Stored records:
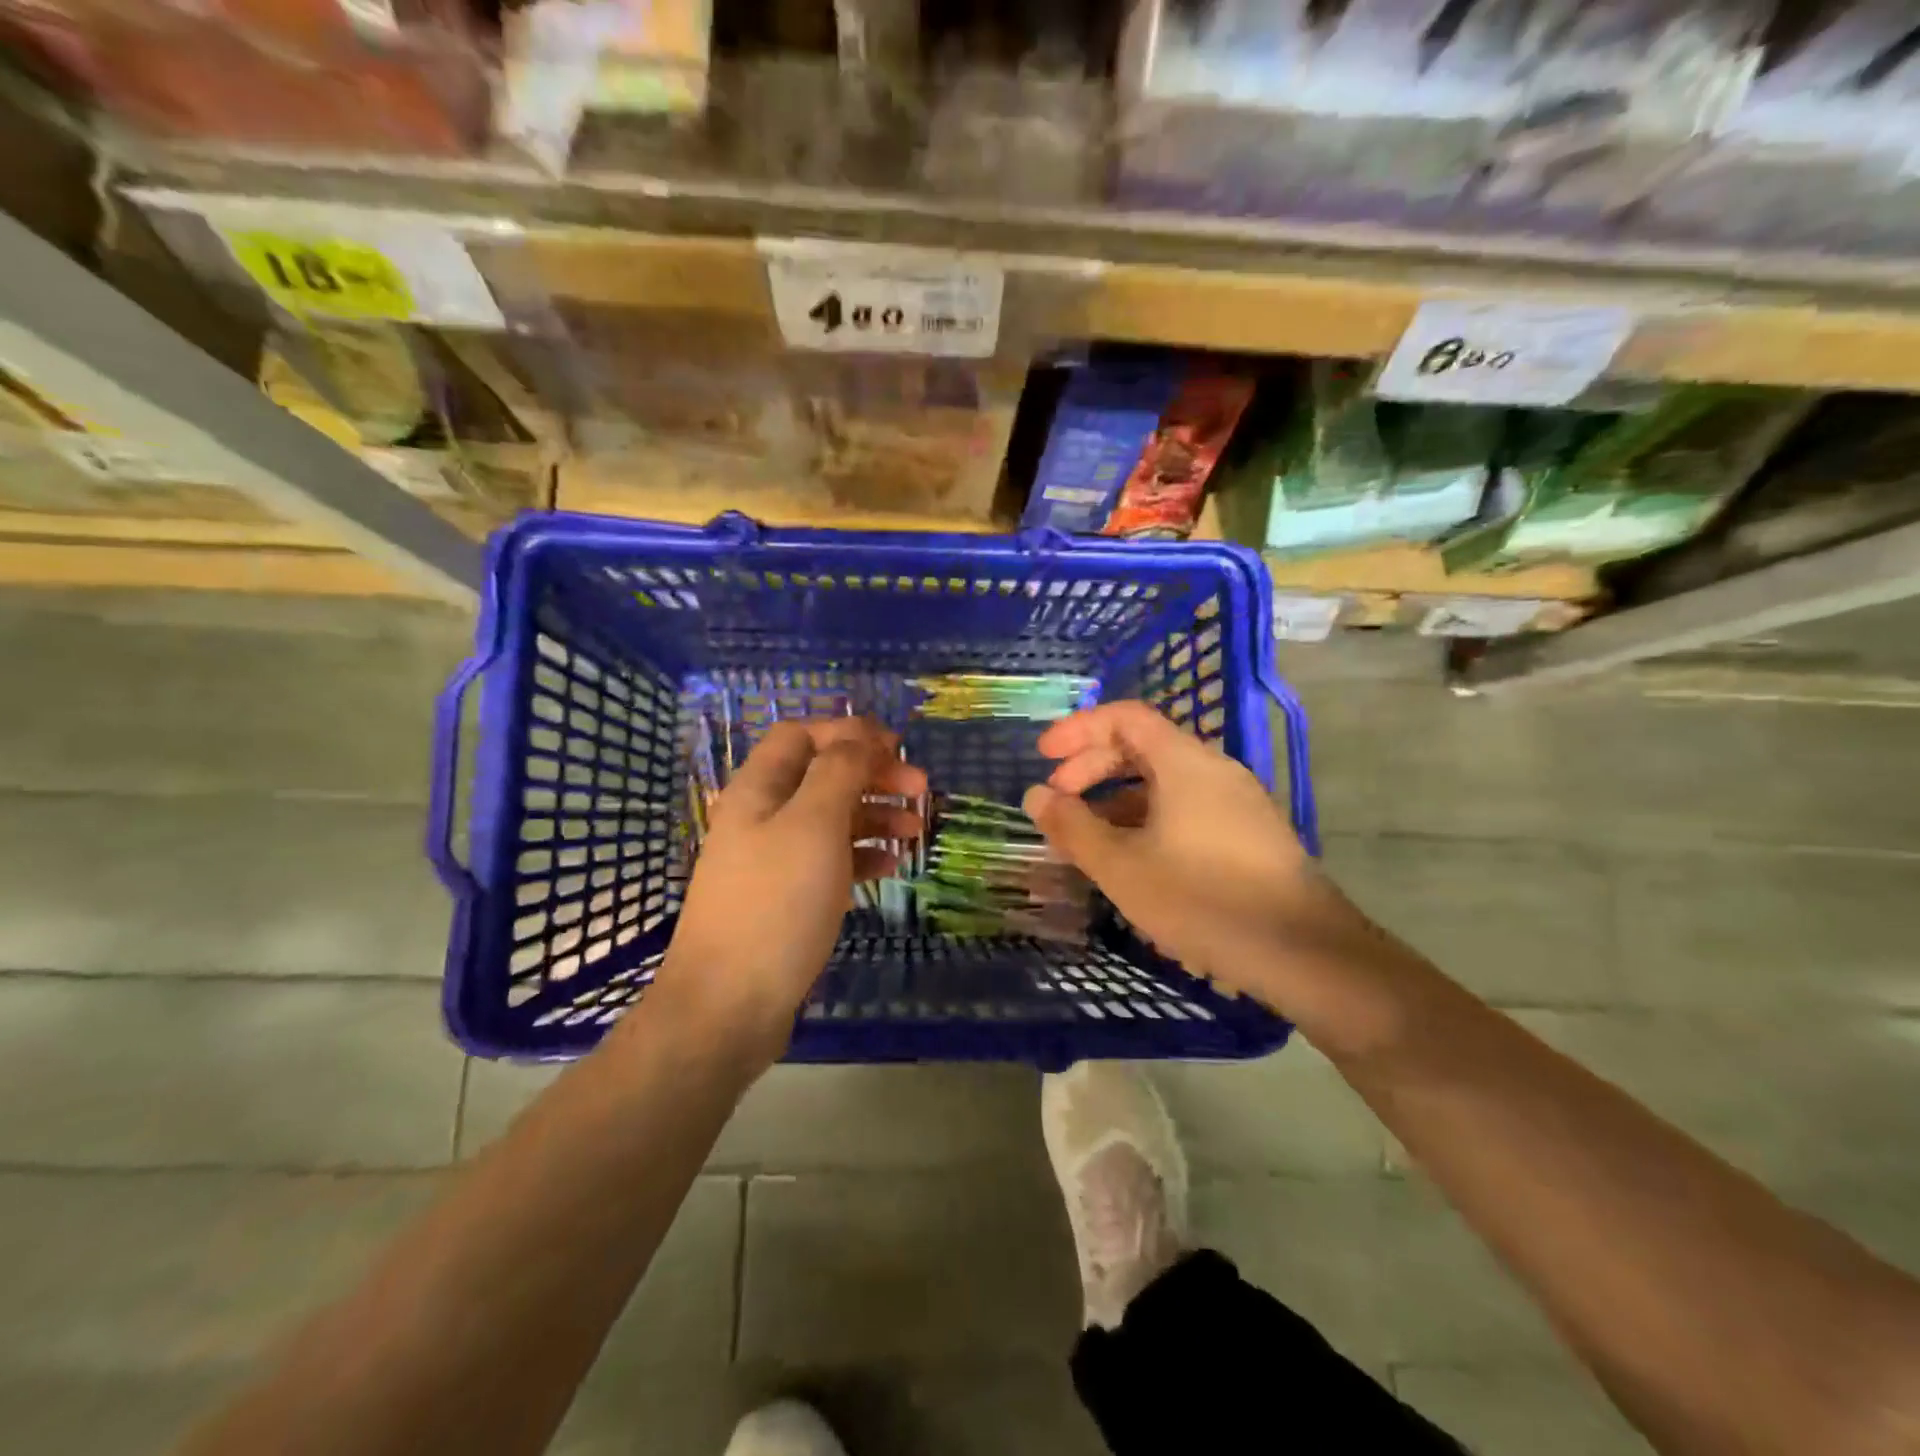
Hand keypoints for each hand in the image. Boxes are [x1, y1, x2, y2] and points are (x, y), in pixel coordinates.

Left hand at [648, 718, 924, 1065]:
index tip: (897, 748)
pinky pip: (830, 860)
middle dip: (872, 774)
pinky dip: (862, 855)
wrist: (729, 1004)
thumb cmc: (776, 903)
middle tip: (920, 789)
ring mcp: (773, 859)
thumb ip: (839, 771)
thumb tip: (860, 736)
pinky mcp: (786, 897)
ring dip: (875, 815)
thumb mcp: (814, 825)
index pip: (802, 735)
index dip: (849, 733)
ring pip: (831, 818)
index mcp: (759, 789)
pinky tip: (891, 866)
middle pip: (822, 775)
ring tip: (916, 830)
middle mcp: (762, 816)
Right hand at [1022, 702, 1324, 1002]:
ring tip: (1087, 840)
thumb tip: (1035, 795)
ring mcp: (1237, 803)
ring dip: (1117, 800)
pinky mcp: (1249, 835)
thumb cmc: (1202, 899)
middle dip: (1092, 768)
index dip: (1078, 730)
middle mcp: (1214, 770)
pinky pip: (1186, 809)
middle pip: (1143, 747)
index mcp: (1184, 762)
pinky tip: (1134, 862)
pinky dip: (1148, 820)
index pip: (1125, 717)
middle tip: (1058, 803)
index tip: (1043, 757)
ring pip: (1164, 783)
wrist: (1304, 953)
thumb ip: (1072, 827)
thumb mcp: (1121, 866)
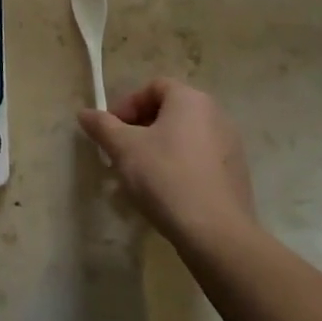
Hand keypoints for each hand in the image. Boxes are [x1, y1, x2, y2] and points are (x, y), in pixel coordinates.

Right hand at [77, 79, 260, 250]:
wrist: (216, 234)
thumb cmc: (165, 177)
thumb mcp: (123, 148)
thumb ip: (102, 126)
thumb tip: (85, 113)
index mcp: (190, 100)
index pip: (153, 87)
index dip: (128, 104)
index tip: (112, 129)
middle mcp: (216, 115)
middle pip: (170, 111)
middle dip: (140, 128)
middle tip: (121, 151)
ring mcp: (231, 145)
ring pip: (184, 137)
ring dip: (158, 148)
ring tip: (139, 175)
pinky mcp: (236, 174)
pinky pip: (200, 159)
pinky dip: (179, 166)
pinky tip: (166, 192)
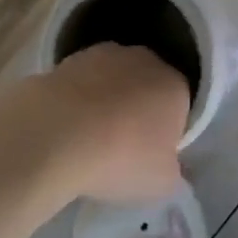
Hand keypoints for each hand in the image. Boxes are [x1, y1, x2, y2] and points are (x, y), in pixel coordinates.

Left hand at [37, 43, 190, 203]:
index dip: (166, 131)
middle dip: (138, 109)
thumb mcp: (162, 183)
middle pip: (147, 86)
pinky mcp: (68, 59)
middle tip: (121, 146)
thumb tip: (167, 164)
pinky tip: (65, 127)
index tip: (150, 155)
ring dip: (106, 100)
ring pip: (113, 80)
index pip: (179, 106)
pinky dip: (78, 99)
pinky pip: (82, 83)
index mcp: (175, 85)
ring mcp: (104, 54)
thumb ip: (173, 170)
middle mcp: (145, 60)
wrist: (58, 134)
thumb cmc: (121, 158)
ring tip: (88, 139)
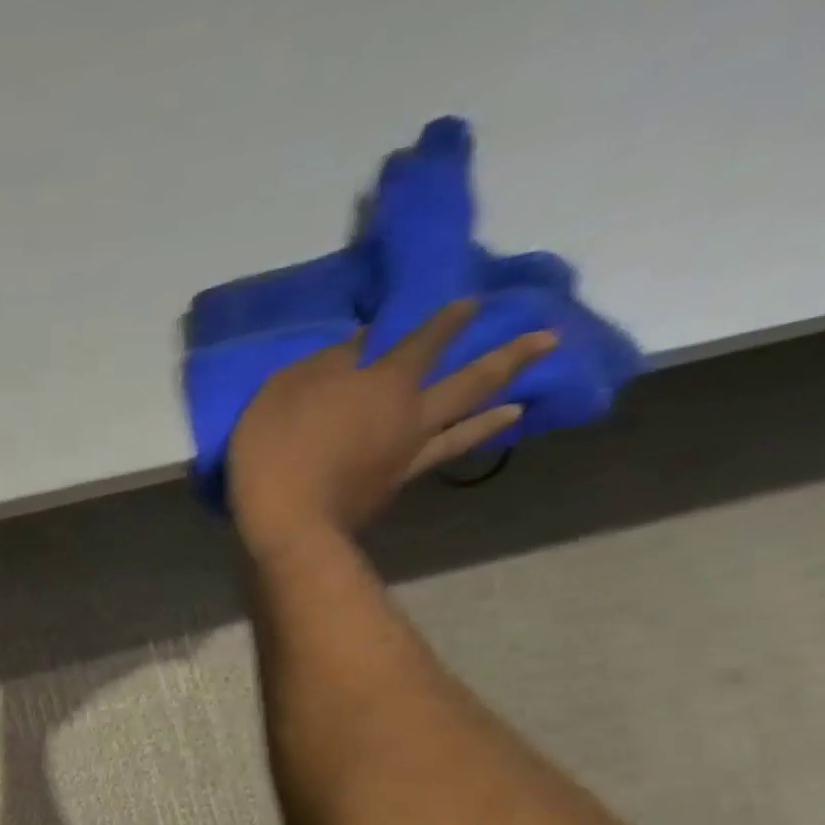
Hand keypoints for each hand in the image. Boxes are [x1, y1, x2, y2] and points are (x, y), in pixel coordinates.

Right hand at [226, 303, 555, 554]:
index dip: (449, 320)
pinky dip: (459, 448)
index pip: (424, 340)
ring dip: (494, 412)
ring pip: (463, 427)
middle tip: (548, 340)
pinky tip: (464, 445)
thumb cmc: (277, 449)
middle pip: (468, 380)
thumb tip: (363, 341)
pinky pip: (438, 459)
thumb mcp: (285, 391)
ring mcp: (406, 454)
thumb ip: (326, 364)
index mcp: (382, 381)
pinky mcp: (394, 487)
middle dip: (507, 357)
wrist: (289, 521)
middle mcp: (409, 413)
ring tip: (520, 404)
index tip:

#### Task requirements:
The response must consist of the entries above exactly as they stand, minus any pictures.

#### Exercise answer:
Hand keypoints for each hand in the image. Boxes are [x1, y1, x2, y2] and points are (x, y), in pixel coordinates.

Left hand at [648, 718, 924, 1065]:
index tip: (897, 748)
pinky pip: (830, 860)
middle dip: (872, 774)
pinky dip: (862, 855)
wrist: (729, 1004)
thumb cmc: (776, 903)
middle tip: (920, 789)
ring mcp: (773, 859)
thumb ip: (839, 771)
thumb tip: (860, 736)
pinky mcp: (786, 897)
ring dip: (875, 815)
thumb mcp: (814, 825)
index pip: (802, 735)
index dip: (849, 733)
ring pip: (831, 818)
index mcp: (759, 789)
pinky tip: (891, 866)
middle pip: (822, 775)
ring tip: (916, 830)
middle mcp: (762, 816)
Right hand at [1022, 702, 1324, 1002]:
ring tip: (1087, 840)
thumb tip: (1035, 795)
ring mcp: (1237, 803)
ring dip: (1117, 800)
pinky mcp: (1249, 835)
thumb cmc: (1202, 899)
middle dip: (1092, 768)
index dip: (1078, 730)
middle mcp: (1214, 770)
pinky pip: (1186, 809)
middle pip: (1143, 747)
index mcp: (1184, 762)
pinky tip: (1134, 862)
pinky dip: (1148, 820)
index pip: (1125, 717)
middle tip: (1058, 803)
index tip: (1043, 757)
ring pip: (1164, 783)
wrist: (1304, 953)
thumb ip: (1072, 827)
thumb mcp: (1121, 866)
Hand keypoints for each hand in the image. Boxes are [x1, y1, x2, y2] and points are (x, y), in pixel coordinates.

Right hand at [77, 79, 260, 250]:
wrist: (216, 234)
thumb cmc: (165, 177)
thumb mcp: (123, 148)
thumb ip: (102, 126)
thumb tip: (85, 113)
index mcp: (190, 100)
index pip: (153, 87)
index dip: (128, 104)
index tip: (112, 129)
middle mcp: (216, 115)
middle pip: (170, 111)
middle dip: (140, 128)
middle tip: (121, 151)
ring mcp: (231, 145)
ring pip: (184, 137)
ring dip: (158, 148)
ring tip: (139, 175)
pinky mcp: (236, 174)
pinky pip: (200, 159)
pinky dip: (179, 166)
pinky tip: (166, 192)
Hand keypoints for each hand in the image. Boxes are [x1, y1, x2, y2] and points are (x, y), in pixel coordinates.

Left hand at [37, 43, 190, 203]:
index dip: (166, 131)
middle dip: (138, 109)
thumb mcp: (162, 183)
middle pip: (147, 86)
pinky mcp: (68, 59)
middle tip: (121, 146)
thumb tip: (167, 164)
pinky tip: (65, 127)
index tip: (150, 155)
ring dip: (106, 100)
ring pip: (113, 80)
index pip: (179, 106)
pinky dip: (78, 99)
pinky pip: (82, 83)
index mcp: (175, 85)
ring mcp: (104, 54)
thumb ip: (173, 170)
middle mcp: (145, 60)
wrist: (58, 134)
thumb cmc: (121, 158)
ring tip: (88, 139)
Hand keypoints for each hand in the image. Boxes are [x1, y1, x2, y2] and points are (x, y), in pixel coordinates.

Right hand at [226, 303, 555, 554]:
index dip: (449, 320)
pinky dip: (459, 448)
index pip: (424, 340)
ring dip: (494, 412)
ring pip: (463, 427)
middle tip: (548, 340)
pinky tip: (464, 445)
thumb cmc: (277, 449)
middle pip: (468, 380)
thumb tip: (363, 341)
pinky pip: (438, 459)
thumb mcp: (285, 391)
ring mcp: (406, 454)
thumb ip: (326, 364)
index mcp: (382, 381)
pinky mcp: (394, 487)
middle dip: (507, 357)
wrist: (289, 521)
middle mcp: (409, 413)
ring tip: (520, 404)
index tip:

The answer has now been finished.